Description/Rationale of Issues to be Addressed
This work group seeks to convene artists, activists, and scholars focused on the performance of black politics across the Americas. We are especially interested in artistic and activist projects that engage with the circulation of black aesthetics and politics across national borders while engaging local contexts and issues. Central to our query is pursuing ways in which a hemispheric Americas framework might relate to other Afro-diasporic geographic and cultural imaginaries such as (pan-Africanism, negritude, creolité, Garveyism). The work group will adopt a workshop approach to both artistic and scholarly materials through creative archive sharing and performance mapping exercises.  Artists, activists, and scholars engaging state/police violence, gender and sexuality, labor, and environment are especially encouraged to apply.

Description/Rationale of Format

  • Day 1 – The Geography of Black Politics
  • Workshop session: preliminary maps.
  • Day 2 – Hemispheric Maps and Black Imaginaries
  • Seminar format: “hemispheric” and the geographies of black politics.
  • Day 3 – Embodying Maps, Storying Blackness
  • Workshop session: Embodied/performative articulations of “hemispheric” thinking relative to the particularities of black performance.
  • Day 4 –Archives
  • Archive sharing: Each participant will be given an opportunity to present a 5-minute piece of media documentation, narrative account, or live performance of their practice focused on how it engages, challenges, or expands the assumed geographies of black politics and hemispheric frameworks of analysis.
  • Day 5 – Conclusions and Performative Responses

Materials Needed for Application
Brief statement of interest in the theme and introduction of artistic, scholarly, or activist work (no longer than 500 words); sample of work (link to web-based documentation or pdf file of visual/printed materials); and cv or resume.

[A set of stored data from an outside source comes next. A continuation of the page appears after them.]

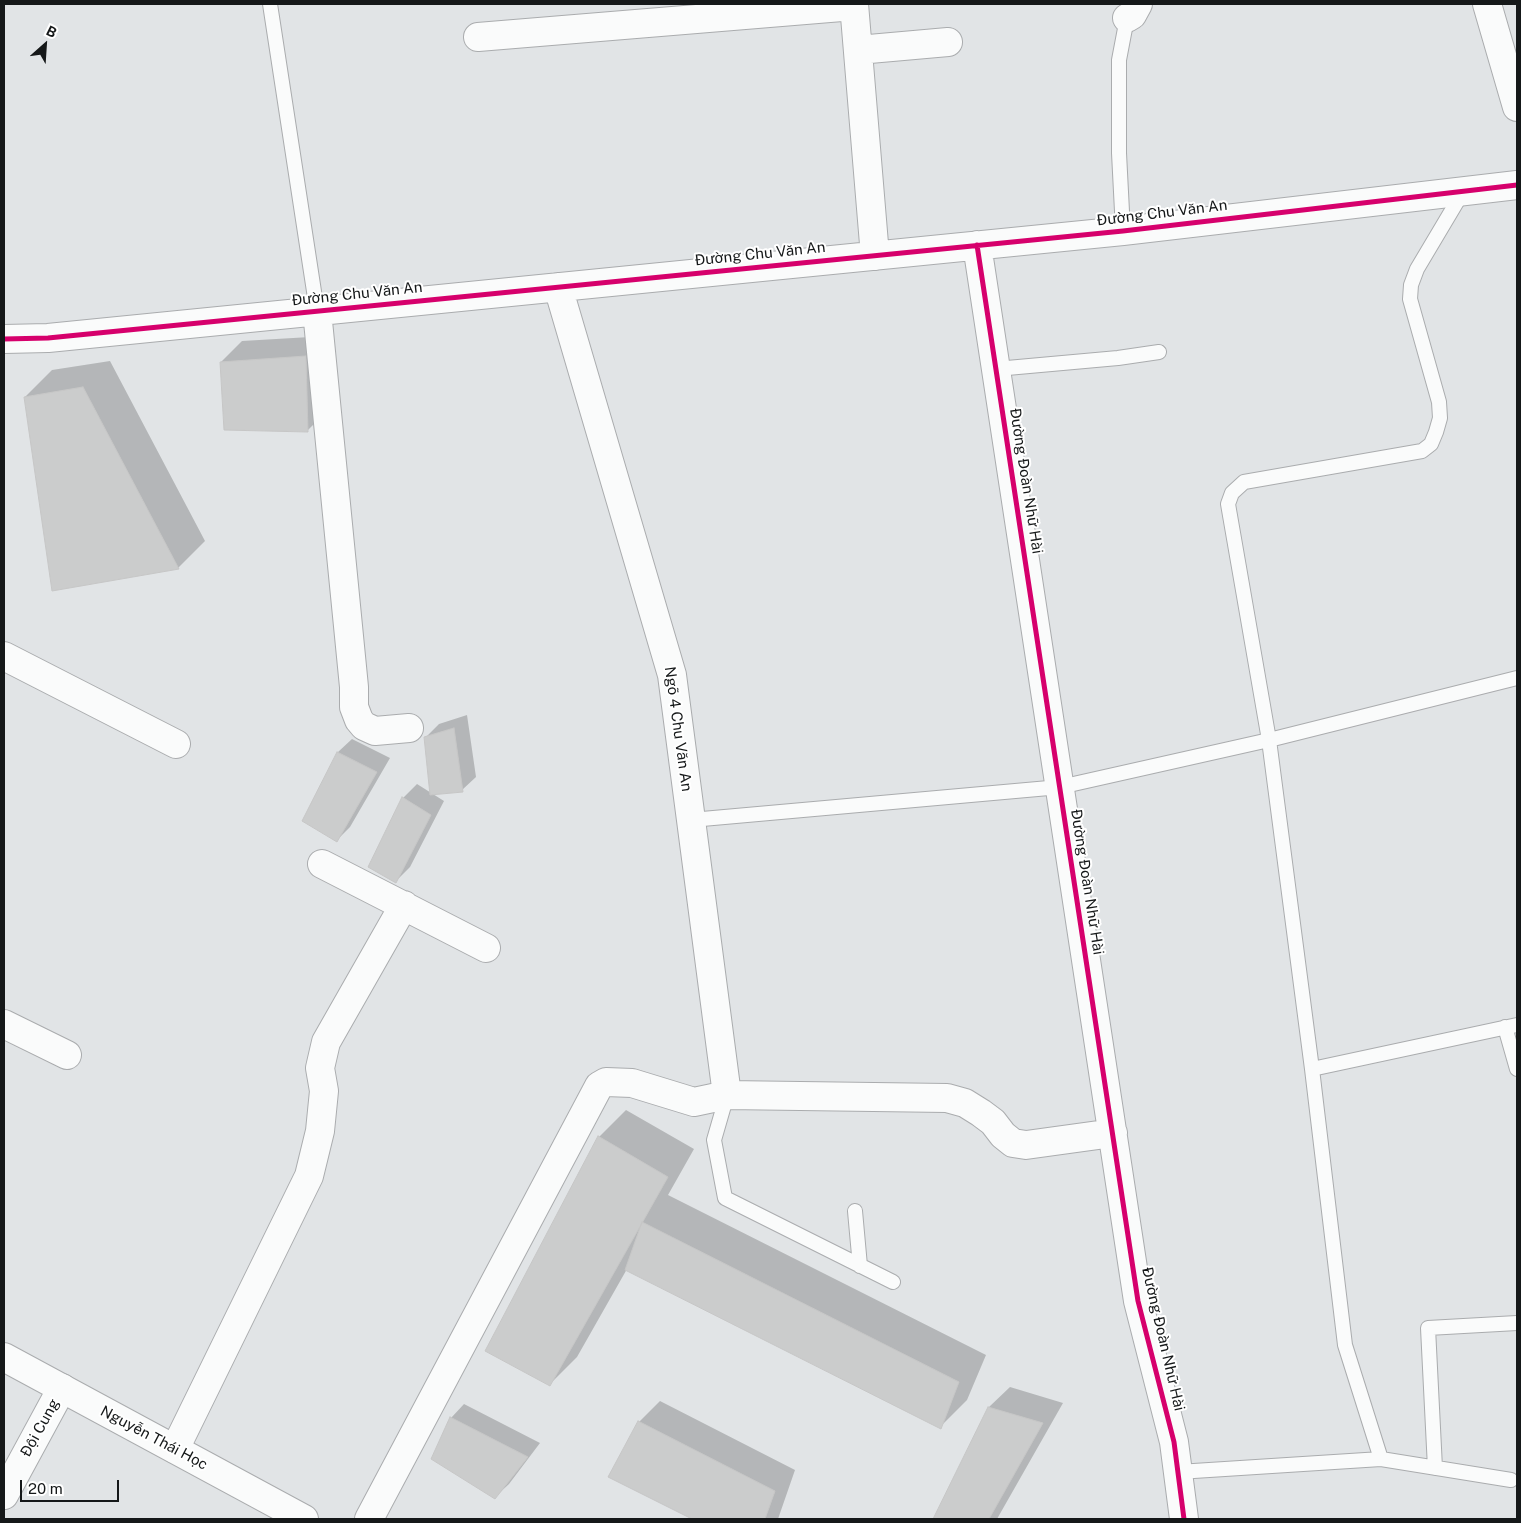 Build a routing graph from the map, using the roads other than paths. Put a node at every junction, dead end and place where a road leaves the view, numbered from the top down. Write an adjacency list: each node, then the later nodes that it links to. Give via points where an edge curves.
1 (270, 4): 16 (lane)
2 (1487, 4): 9 (street)
3 (854, 5): 5 (street); 8 (street)
4 (1132, 11): 12 (lane, via 1119,60)
5 (616, 15): 6 (street)
6 (478, 37)
7 (948, 42): 8 (street)
8 (858, 50): 14 (street)
9 (1517, 107)
10 (1517, 185): 11 (street, Đường Chu Văn An)
11 (1464, 190): 12 (street, Đường Chu Văn An); 23 (lane, via 1411,285 1410,299 1439,402 1440,418 1431,444 1422,452 1244,482 1229,498)
12 (1123, 231): 13 (street, Đường Chu Văn An)
13 (977, 246): 14 (street, Đường Chu Văn An); 19 (street, Đường Đoàn Nhữ Hài)
14 (875, 256): 15 (street, Đường Chu Văn An)
15 (558, 287): 16 (street, Đường Chu Văn An); 26 (street, Ngõ 4 Chu Văn An, via 672,676)
16 (317, 311): 17 (street, Đường Chu Văn An, via 48,338); 22 (street, via 354,707 364,726 375,731)
17 (4, 339)
18 (1158, 352): 19 (lane)
19 (996, 369): 25 (street, Đường Đoàn Nhữ Hài)
20 (4, 656): 24 (street)
21 (1517, 678): 23 (lane)
22 (409, 728)
23 (1269, 740): 25 (lane); 33 (lane)
24 (176, 744)
25 (1060, 787): 26 (lane); 36 (street, Đường Đoàn Nhữ Hài)
26 (691, 820): 35 (street, Ngõ 4 Chu Văn An)
27 (322, 864): 28 (street)
28 (404, 905): 29 (street); 43 (street, via 326,1042 320,1068 324,1091 320,1131 310,1176)
29 (486, 948)
30 (4, 1024): 32 (street)
31 (1511, 1026): 33 (lane); 34 (lane)
32 (67, 1056)
33 (1312, 1069): 44 (lane, via 1344,1345)
34 (1517, 1069)
35 (727, 1095): 36 (street, via 947,1098 965,1103 993,1122 1013,1142 1026,1145); 38 (lane, via 714,1140 725,1198); 50 (street, via 694,1102 632,1083 606,1082 599,1086)
36 (1113, 1133): 46 (street, Đường Đoàn Nhữ Hài, via 1138,1300 1174,1442)
37 (855, 1211): 38 (lane)
38 (860, 1266): 39 (lane)
39 (892, 1282)
40 (1517, 1322): 45 (lane, via 1428,1328)
41 (4, 1357): 42 (street, Nguyễn Thái Học)
42 (62, 1388): 43 (street, Nguyễn Thái Học); 48 (street, Đội Cung)
43 (174, 1449): 49 (street, Nguyễn Thái Học)
44 (1381, 1460): 45 (lane); 46 (lane)
45 (1435, 1468): 47 (lane)
46 (1178, 1472): 51 (street, Đường Đoàn Nhữ Hài)
47 (1511, 1480)
48 (4, 1495)
49 (289, 1516)
50 (369, 1519)
51 (1184, 1519)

Languages Spoken/ Understood by Conveners
English, Spanish, Spanglish

Convener Biographies
E. Patrick Johnson is the Carlos Montezuma Professor of Performance Studies and African American Studies and Director of Graduate Studies in Performance Studies at Northwestern University. He is author of Appropriating Blackness: Performance and the Politics of Authenticity (2003), which received the Errol Hill Award for Outstanding Scholarship in African American Theatre Studies from the American Society for Theatre Research, and Sweet Tea: Black Gay Men of the South--An Oral History (2008), which was selected as a Stonewall Book Award Honor Book, Lesbian, Gay, Bisexual and Transgendered Round Table of the American Library Association. He is co-editor of Black Queer Studies: A Critical Anthology (2005), solo/black/woman: scripts, interviews, and essays (2014), and Blacktino Queer Performance (forthcoming 2016). He is currently working on an edited volume, No Tea No Shade: New Writings in Black Queer Studies, and an oral history, Honeypot: Black Southern Women Who Love Women. He has toured nationally and internationally as a performance artist and received the 2014 Rene Castillo Otto Award for Political Theatre.

Ramón H. Rivera-Servera is Associate Professor and Chair of Performance Studies at Northwestern University. He is author of Performing Queer Latinidad: Dance , Sexuality, Politics (2012) which won awards from the Latin American Studies Association, Lambda Literary Foundation, Congress on Research in Dance, Society of Dance History Scholars, and the Association of Latina and Latino Anthropologists. He is co-editor of Performance in the Borderlands (2010), solo/black/woman: scripts, interviews, and essays (2014), The Goodman’s Latino Theatre Festival (2014), and Blacktino Queer Performance (forthcoming 2016). He is currently working on a book manuscript tentatively titled Exhibiting Performance: Race, Museum Cultures, and the Live Event.